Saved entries

════════════════════

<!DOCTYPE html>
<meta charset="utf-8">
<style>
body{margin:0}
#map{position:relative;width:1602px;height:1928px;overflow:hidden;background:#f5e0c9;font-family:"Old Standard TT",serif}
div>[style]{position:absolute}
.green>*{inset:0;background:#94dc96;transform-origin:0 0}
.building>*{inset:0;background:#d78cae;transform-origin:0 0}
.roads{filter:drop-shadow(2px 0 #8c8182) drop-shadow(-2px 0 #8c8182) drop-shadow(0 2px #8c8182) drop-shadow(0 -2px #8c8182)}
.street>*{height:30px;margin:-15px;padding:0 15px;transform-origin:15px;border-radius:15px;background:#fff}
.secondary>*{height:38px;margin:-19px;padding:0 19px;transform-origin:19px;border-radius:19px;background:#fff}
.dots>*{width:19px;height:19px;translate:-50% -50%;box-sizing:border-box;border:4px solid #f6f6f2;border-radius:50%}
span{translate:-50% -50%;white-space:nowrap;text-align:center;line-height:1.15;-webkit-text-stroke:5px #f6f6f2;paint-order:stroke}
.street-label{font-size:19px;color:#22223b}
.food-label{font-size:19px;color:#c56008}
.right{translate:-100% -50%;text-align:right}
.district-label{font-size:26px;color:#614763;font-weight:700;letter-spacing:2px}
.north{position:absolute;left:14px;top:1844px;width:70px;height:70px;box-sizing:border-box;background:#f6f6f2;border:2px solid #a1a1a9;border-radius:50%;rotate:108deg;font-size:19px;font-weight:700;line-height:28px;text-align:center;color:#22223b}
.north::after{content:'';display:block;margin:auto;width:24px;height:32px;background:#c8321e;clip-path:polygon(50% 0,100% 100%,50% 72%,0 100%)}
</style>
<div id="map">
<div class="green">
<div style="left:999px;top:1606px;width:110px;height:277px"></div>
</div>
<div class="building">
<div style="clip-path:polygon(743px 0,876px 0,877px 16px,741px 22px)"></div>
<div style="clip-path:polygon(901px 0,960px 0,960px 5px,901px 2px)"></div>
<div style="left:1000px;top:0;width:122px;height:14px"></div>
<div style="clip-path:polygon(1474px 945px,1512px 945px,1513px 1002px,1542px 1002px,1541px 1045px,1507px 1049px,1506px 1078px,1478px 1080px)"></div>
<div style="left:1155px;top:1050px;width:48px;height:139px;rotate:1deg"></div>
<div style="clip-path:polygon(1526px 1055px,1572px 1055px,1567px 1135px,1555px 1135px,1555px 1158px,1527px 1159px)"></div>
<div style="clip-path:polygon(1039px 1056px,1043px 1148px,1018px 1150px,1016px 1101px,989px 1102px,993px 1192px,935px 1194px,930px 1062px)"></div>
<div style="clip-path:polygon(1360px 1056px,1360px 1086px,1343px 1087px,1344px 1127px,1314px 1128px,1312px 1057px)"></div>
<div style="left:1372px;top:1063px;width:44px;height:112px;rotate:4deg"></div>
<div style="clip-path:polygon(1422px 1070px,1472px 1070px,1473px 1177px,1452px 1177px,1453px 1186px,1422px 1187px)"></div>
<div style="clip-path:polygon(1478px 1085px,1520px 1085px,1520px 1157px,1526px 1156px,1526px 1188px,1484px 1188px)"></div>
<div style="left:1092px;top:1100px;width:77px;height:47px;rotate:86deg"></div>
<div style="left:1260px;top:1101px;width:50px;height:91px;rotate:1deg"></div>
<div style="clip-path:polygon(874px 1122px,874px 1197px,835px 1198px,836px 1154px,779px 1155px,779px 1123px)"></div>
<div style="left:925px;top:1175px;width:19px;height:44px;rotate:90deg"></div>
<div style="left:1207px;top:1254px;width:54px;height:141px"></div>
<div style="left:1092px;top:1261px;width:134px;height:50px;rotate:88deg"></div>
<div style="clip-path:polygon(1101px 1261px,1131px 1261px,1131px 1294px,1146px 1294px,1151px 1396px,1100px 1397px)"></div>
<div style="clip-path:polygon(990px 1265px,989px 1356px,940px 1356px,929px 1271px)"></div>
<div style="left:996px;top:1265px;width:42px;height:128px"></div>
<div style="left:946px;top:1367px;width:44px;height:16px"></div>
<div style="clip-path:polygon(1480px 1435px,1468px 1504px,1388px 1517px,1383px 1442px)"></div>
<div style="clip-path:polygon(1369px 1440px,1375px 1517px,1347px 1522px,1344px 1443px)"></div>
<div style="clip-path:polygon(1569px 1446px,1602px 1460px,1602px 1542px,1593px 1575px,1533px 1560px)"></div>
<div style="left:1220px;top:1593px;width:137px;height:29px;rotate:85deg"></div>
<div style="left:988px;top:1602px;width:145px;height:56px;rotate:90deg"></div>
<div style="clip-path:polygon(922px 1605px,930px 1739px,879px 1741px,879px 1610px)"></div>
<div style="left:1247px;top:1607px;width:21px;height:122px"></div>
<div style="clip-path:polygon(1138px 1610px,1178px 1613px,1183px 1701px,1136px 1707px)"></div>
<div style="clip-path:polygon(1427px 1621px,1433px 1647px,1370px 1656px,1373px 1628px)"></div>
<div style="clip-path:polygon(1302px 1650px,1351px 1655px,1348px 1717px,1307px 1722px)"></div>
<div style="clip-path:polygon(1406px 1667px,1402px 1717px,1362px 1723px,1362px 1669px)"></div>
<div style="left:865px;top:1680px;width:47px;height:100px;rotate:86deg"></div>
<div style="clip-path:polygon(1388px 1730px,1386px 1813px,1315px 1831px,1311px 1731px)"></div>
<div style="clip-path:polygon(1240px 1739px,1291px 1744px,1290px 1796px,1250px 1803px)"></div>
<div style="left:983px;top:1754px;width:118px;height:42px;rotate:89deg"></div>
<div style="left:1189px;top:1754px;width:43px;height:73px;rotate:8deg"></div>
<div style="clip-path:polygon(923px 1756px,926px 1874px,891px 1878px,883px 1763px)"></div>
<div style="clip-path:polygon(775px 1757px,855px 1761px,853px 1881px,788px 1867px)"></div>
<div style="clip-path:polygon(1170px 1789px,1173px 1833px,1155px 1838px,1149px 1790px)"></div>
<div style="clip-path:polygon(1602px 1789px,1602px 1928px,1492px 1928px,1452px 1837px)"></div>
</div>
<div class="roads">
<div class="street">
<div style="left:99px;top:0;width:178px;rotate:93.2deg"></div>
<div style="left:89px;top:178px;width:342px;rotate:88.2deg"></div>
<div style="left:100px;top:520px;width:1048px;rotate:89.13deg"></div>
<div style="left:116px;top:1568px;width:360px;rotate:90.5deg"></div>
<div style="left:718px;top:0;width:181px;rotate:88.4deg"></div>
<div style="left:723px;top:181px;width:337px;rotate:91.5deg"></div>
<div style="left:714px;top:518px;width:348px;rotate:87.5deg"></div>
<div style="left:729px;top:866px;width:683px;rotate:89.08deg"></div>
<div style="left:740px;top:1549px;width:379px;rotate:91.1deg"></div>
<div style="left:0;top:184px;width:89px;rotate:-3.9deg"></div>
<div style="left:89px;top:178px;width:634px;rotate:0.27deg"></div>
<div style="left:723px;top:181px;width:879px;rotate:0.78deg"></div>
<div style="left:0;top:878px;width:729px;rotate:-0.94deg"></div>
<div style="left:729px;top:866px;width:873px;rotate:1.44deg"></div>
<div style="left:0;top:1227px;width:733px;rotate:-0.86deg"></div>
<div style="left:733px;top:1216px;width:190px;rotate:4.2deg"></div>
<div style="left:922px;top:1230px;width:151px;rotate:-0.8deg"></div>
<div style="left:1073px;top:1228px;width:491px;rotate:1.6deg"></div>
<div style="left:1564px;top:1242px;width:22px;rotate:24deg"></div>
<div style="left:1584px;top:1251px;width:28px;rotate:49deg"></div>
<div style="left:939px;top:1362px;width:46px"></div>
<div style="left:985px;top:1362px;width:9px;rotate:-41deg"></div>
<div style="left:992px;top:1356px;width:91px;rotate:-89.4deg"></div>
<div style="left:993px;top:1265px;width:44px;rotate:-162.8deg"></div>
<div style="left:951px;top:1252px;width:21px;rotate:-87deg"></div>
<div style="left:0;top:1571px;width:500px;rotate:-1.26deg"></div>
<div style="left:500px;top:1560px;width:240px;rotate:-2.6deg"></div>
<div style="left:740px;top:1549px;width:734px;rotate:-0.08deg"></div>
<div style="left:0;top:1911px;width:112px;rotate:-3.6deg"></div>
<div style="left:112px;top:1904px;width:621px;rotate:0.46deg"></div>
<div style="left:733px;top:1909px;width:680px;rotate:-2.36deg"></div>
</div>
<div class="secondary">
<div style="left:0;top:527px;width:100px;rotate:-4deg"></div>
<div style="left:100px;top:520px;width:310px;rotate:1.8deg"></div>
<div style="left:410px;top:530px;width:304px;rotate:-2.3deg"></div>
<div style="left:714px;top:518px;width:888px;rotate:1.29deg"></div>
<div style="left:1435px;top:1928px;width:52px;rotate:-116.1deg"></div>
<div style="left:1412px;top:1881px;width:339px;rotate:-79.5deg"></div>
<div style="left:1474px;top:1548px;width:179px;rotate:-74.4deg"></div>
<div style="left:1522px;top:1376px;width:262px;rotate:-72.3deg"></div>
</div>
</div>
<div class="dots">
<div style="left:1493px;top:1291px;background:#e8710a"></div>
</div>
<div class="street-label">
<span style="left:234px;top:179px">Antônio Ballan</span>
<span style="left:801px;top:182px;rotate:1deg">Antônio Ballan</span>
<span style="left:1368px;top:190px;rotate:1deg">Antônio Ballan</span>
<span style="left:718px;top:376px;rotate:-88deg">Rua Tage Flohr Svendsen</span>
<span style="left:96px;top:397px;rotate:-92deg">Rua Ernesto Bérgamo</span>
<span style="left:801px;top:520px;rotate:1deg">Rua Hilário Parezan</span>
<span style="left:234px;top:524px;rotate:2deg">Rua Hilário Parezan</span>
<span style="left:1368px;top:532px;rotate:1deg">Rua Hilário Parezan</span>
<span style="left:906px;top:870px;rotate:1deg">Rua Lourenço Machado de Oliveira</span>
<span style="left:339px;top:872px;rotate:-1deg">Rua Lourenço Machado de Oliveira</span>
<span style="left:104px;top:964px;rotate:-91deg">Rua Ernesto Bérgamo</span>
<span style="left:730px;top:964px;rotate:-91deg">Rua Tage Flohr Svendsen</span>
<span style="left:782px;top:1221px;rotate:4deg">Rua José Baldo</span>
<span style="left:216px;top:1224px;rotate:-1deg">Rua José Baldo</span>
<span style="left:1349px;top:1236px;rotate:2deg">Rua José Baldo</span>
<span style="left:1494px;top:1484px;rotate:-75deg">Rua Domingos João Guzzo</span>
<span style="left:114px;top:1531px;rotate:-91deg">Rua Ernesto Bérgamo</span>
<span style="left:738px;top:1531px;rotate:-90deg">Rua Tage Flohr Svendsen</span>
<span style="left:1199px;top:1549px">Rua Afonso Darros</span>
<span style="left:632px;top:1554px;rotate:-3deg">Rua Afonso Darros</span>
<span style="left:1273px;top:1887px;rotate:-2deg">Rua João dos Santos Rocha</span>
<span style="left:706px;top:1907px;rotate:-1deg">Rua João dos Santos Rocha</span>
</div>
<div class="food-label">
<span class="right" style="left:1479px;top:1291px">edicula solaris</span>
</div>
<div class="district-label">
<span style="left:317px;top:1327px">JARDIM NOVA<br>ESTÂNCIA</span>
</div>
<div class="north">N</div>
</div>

════════════════════

From the first line of the data above through the line containing "0 #8c8182) drop-shadow(-2px", repeat each line exactly, and add nothing.

* EXERCISE SOLUTION
<!DOCTYPE html>
<meta charset="utf-8">
<style>
body{margin:0}
#map{position:relative;width:1602px;height:1928px;overflow:hidden;background:#f5e0c9;font-family:"Old Standard TT",serif}
div>[style]{position:absolute}
.green>*{inset:0;background:#94dc96;transform-origin:0 0}
.building>*{inset:0;background:#d78cae;transform-origin:0 0}
.roads{filter:drop-shadow(2px 0 #8c8182) drop-shadow(-2px 0 #8c8182) drop-shadow(0 2px #8c8182) drop-shadow(0 -2px #8c8182)}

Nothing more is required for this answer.